Task to complete. In the data that follows, give the number of lines containing the word "junctions". Offer no additional comment.

Collected data entries:

■ ■ ■ ■

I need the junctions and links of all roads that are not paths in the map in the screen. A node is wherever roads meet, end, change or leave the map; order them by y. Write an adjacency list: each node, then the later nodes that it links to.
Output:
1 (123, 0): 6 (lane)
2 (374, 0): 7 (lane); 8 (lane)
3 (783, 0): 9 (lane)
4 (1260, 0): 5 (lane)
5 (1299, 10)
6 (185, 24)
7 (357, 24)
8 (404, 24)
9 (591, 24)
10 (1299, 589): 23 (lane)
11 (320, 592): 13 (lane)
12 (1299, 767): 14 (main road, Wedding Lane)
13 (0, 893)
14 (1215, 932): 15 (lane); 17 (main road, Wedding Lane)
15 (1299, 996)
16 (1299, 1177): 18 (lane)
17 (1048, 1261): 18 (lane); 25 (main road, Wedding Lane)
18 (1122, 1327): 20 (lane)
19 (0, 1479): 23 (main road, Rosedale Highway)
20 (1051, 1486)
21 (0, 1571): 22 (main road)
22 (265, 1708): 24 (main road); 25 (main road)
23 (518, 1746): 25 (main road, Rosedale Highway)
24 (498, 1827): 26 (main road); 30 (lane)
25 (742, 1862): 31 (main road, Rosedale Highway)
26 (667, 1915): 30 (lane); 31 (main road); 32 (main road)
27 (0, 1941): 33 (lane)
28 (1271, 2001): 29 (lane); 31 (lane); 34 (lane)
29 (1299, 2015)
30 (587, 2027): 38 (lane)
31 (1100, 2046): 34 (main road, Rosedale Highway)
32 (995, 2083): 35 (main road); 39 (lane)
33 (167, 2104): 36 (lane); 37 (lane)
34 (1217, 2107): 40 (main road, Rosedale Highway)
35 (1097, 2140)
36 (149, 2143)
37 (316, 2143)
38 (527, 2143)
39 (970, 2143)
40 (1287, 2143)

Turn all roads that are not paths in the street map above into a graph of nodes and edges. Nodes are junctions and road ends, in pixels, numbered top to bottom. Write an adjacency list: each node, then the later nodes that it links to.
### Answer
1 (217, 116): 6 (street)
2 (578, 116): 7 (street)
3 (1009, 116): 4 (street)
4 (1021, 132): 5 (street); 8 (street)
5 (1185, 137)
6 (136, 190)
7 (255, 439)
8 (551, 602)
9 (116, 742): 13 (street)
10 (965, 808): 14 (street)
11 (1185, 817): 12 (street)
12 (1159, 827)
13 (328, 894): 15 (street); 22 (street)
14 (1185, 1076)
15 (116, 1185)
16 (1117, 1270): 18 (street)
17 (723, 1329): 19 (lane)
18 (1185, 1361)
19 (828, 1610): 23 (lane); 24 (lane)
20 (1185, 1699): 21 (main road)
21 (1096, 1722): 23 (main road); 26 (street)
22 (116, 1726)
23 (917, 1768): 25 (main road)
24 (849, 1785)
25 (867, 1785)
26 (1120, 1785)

■ ■ ■ ■

Solution for this exercise. 2